Стрихнин резко повернулся к нему, недовольный поправкой, но сдержал себя и сказал нарочито спокойно и даже уважительно:

– Ну вот что значит пресса. Всё знает. Кстати, а чей это каламбур? – поинтересовался он, удивив Синеусова.

– Это Пушкин так написал в «Капитанской дочке». Показал ужасные результаты нашествия Пугачёва и заключил: «Не приведи Бог видеть русский бунт – бессмысленный и беспощадный».

Хотел напомнить весь абзац, но решил, что Стрихнин может принять это на себя и не стал цитировать дальше, хотя помнил наизусть: «Те, которые замышляют у нас невозможные перевороты, или молоды и не знают нашего народа, или уж люди жестокосердые, коим чужая головушка полушка (мелкая разменная монета – ред.), да и своя шейка копейка». Ведь замыслили переворот действительно люди не только не знающие, но и люто ненавидящие народы Советского Союза.

Стрихнин, поразмыслив, прибавил:

– То, что решили ограничиться гэкачепистами, думаю, правильно. Если начать разбираться, надо учесть, что на местах уже успели заставить высказаться, кого «за», а кого – «против». Теперь бы надо было их всех к ногтю.

– Точно, – сказал полковник Вавъессов, – Всех надо…

– Надо бы, но зверь, загнанный в угол, страшен, – перебил Стрихнин, – Сейчас главное всех умиротворить и успокоить. И побольше шуму о великой победе демократии! Это уже ваша задача, Синеусов. Потому и вызвал к себе. Ваша и ваших коллег. Так что вас я назначаю руководителем редакционно-издательского отдела нашего управления. Вся военная и не только военная печать будет вас публиковать наперегонки, а то закроем. Будете писать то, что сейчас особенно нужно. А нужно доказать, что всё свершившееся в эти дни свершилось по воле народа и есть величайшее благо. И что позади – мрак. Понял?

Он обращался к Синеусову то на ты, то на вы. От природы грубый, Стрихнин груб был и с подчинёнными, но тут журналист, однажды своим пером оказавший ему услугу.

– А как же быть со службой, с журналом?

– Вашего журнала и ряда других скоро не будет – доживают последние дни… Мы победили, господа, прибавил Стрихнин. Думаю, что теперь и товарищей не будет… Господа звучит гордо.

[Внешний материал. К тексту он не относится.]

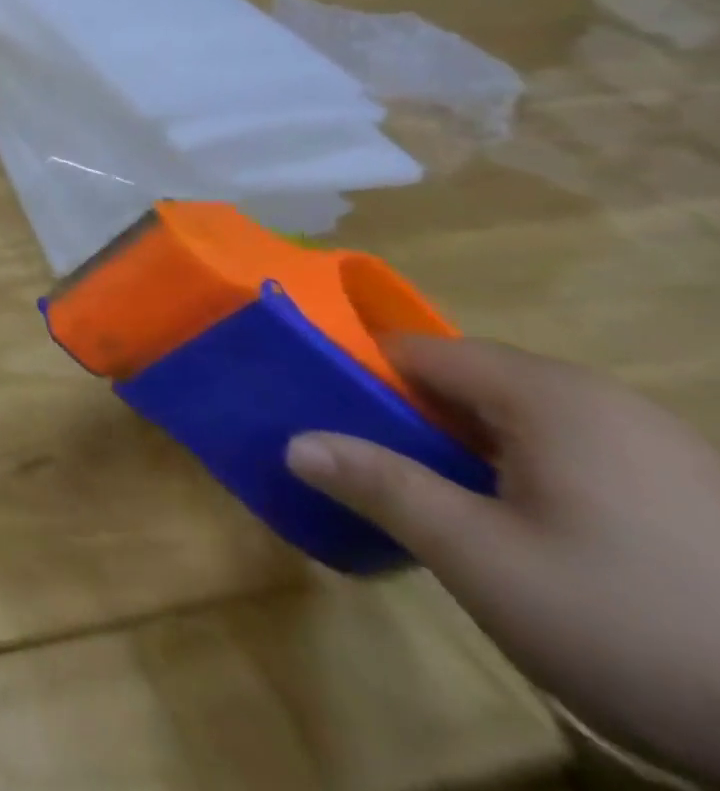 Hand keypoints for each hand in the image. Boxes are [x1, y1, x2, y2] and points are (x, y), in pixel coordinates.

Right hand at [287, 336, 719, 780]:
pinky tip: (526, 534)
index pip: (413, 349)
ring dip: (463, 449)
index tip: (320, 416)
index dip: (357, 375)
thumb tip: (294, 443)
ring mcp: (653, 442)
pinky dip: (523, 473)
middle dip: (409, 419)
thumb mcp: (481, 559)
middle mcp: (598, 397)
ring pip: (516, 418)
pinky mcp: (687, 488)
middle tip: (374, 471)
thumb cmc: (631, 624)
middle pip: (464, 380)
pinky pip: (569, 451)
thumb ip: (381, 485)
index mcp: (546, 393)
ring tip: (439, 505)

– Это верно, – с радостным подобострастием подхватил Вавъессов, но Синеусов промолчал и спросил о том, что его в эту минуту действительно волновало:

– Ну а что будет с Рославлевым?

– Отправим его округом командовать… Да погорячее. Сейчас, куда ни глянь, везде горячо. Глядишь, и он сгорит.

– Округом? Столько сил в руках! Не опасно доверять? – воскликнул Вавъессов.

– В том округе сейчас очень горячо будет. Только успевай, поворачиваться, – засмеялся Стрихин и приказал: – Готовьте документы… Я сегодня же отнесу на подпись. Так что повторяю: есть решение разработки тех, кто выступил за путчистов, прекратить. Но их запомнить! Будем праздновать победу демократии, – и он омерзительно хохотнул, а потом, посмотрев на Синеусова, прибавил: – вы свободны. Обживайте кабинет, в котором работали эти дни. Он теперь ваш. И подбирайте в отдел сотрудников. Надёжных.

Синеусов сказал привычно:

– Есть, товарищ генерал.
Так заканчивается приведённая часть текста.